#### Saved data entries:
((

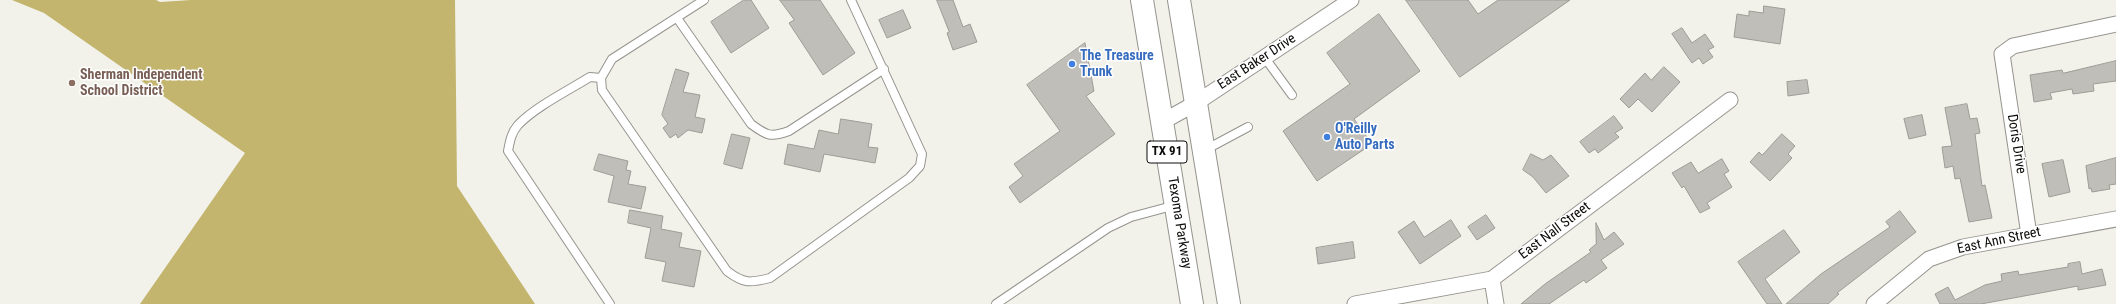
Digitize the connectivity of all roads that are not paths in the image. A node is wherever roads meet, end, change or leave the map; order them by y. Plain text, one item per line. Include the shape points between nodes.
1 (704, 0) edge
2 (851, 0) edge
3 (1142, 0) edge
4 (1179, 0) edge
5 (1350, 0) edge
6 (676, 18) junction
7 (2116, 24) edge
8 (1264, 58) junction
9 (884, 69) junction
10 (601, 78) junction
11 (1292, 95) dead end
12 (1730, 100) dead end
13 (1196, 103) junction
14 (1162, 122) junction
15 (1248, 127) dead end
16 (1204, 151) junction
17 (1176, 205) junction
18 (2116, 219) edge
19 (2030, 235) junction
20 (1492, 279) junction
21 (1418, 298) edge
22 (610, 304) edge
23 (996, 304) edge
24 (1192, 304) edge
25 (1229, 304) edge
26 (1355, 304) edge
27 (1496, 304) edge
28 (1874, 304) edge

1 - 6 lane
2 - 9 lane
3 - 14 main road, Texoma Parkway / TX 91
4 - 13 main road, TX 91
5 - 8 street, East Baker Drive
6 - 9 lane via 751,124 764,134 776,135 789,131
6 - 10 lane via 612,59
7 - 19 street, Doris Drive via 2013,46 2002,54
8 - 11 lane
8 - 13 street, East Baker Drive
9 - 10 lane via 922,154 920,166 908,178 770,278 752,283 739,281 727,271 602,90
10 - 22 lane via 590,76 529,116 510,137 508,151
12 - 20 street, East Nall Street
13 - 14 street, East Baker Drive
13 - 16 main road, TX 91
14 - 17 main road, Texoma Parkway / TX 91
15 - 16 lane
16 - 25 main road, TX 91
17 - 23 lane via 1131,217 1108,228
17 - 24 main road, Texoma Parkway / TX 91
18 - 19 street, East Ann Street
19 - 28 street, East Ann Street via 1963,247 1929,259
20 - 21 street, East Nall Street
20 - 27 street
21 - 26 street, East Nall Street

))

#### Exercise requirements:
Count how many lines above include the word "main" and answer with that figure only.

#### Expected answer:
6